──────── TASK INPUT ────────
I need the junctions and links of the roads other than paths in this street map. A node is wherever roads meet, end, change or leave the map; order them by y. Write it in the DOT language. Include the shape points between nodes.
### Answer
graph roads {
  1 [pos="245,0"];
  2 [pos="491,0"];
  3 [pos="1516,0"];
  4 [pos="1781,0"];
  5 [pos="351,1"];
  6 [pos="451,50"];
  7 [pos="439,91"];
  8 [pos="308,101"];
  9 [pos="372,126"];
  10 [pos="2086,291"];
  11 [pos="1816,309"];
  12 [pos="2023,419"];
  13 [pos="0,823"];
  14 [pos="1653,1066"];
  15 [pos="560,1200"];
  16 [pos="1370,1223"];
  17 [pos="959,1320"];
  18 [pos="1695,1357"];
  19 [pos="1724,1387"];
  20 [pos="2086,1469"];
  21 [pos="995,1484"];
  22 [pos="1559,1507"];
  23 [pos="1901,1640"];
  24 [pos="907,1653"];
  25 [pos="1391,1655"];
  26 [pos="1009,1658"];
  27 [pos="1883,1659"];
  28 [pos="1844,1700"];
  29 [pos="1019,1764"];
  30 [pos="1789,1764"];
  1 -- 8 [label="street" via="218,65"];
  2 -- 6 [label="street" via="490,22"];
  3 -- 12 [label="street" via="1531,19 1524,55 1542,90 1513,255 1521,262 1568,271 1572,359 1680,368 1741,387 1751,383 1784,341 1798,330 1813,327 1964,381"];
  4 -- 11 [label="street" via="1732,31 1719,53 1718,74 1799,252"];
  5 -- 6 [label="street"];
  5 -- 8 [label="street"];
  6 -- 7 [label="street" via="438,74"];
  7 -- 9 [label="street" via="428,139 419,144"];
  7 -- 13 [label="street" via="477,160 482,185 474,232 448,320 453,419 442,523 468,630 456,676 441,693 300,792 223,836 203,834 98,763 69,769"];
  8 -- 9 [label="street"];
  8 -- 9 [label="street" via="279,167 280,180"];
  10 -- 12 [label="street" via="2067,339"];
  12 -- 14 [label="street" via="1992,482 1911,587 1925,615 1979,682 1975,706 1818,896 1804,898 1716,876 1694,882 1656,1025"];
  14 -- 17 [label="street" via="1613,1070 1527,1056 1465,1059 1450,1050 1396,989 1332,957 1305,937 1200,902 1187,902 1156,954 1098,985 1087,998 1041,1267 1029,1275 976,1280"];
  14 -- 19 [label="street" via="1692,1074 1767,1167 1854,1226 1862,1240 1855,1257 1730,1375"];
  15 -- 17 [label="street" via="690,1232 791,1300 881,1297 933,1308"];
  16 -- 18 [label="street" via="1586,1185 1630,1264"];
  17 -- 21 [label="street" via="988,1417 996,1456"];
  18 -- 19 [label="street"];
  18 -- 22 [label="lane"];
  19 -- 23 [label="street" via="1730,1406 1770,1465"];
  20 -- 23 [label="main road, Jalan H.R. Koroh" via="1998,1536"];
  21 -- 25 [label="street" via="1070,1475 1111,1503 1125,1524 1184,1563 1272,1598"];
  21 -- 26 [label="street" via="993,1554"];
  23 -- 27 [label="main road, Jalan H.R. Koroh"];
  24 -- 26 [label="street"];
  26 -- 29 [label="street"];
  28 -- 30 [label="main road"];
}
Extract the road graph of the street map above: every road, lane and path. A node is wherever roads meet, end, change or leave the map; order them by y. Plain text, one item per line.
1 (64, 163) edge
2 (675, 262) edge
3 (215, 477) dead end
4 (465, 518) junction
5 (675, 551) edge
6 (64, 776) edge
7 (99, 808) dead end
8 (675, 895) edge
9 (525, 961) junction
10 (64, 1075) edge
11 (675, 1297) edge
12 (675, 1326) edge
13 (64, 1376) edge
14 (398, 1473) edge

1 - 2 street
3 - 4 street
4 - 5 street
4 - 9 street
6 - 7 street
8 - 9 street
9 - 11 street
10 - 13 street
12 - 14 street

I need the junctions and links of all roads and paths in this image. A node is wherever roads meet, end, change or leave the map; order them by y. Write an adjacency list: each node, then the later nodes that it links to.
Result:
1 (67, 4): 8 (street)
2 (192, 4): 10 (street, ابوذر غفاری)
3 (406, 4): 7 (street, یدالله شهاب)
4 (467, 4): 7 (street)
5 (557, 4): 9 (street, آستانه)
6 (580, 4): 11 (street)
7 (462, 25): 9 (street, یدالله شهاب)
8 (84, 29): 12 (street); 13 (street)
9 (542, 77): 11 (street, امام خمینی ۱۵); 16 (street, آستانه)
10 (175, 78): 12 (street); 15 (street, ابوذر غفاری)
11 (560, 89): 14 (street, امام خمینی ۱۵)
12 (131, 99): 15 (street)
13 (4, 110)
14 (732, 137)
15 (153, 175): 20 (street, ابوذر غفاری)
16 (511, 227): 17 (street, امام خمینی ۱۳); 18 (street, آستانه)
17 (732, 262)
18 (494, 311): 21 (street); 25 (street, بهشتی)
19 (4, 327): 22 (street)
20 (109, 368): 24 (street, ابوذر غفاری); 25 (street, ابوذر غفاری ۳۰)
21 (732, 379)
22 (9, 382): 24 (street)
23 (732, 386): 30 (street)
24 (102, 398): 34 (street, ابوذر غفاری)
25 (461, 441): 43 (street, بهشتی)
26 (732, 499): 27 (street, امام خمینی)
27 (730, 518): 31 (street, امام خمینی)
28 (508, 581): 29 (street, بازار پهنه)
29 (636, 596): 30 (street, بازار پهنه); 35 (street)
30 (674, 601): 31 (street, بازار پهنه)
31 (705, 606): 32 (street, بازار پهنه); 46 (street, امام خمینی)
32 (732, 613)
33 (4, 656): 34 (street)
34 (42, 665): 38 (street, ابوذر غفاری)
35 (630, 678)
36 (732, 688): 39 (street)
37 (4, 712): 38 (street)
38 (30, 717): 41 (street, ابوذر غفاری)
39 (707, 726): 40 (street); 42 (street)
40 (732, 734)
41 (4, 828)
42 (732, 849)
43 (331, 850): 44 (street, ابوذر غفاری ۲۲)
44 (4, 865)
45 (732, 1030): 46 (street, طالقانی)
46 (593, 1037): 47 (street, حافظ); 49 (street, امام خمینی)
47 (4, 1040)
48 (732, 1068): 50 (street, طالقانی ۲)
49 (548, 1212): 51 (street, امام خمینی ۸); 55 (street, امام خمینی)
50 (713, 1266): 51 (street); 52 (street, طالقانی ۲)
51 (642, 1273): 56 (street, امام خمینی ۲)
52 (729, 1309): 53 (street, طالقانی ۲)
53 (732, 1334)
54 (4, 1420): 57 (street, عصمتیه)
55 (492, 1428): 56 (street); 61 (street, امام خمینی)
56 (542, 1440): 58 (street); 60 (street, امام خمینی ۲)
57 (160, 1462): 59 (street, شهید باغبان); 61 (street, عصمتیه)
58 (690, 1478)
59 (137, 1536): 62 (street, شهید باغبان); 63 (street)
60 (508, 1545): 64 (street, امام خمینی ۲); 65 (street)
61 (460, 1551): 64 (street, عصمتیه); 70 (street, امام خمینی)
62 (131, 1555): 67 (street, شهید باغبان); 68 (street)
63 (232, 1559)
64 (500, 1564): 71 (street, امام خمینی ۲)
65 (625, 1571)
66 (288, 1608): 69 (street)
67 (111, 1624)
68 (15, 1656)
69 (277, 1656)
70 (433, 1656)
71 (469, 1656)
────────
Give the number of lines in the records that contain the string "پهنه", with no other output.

4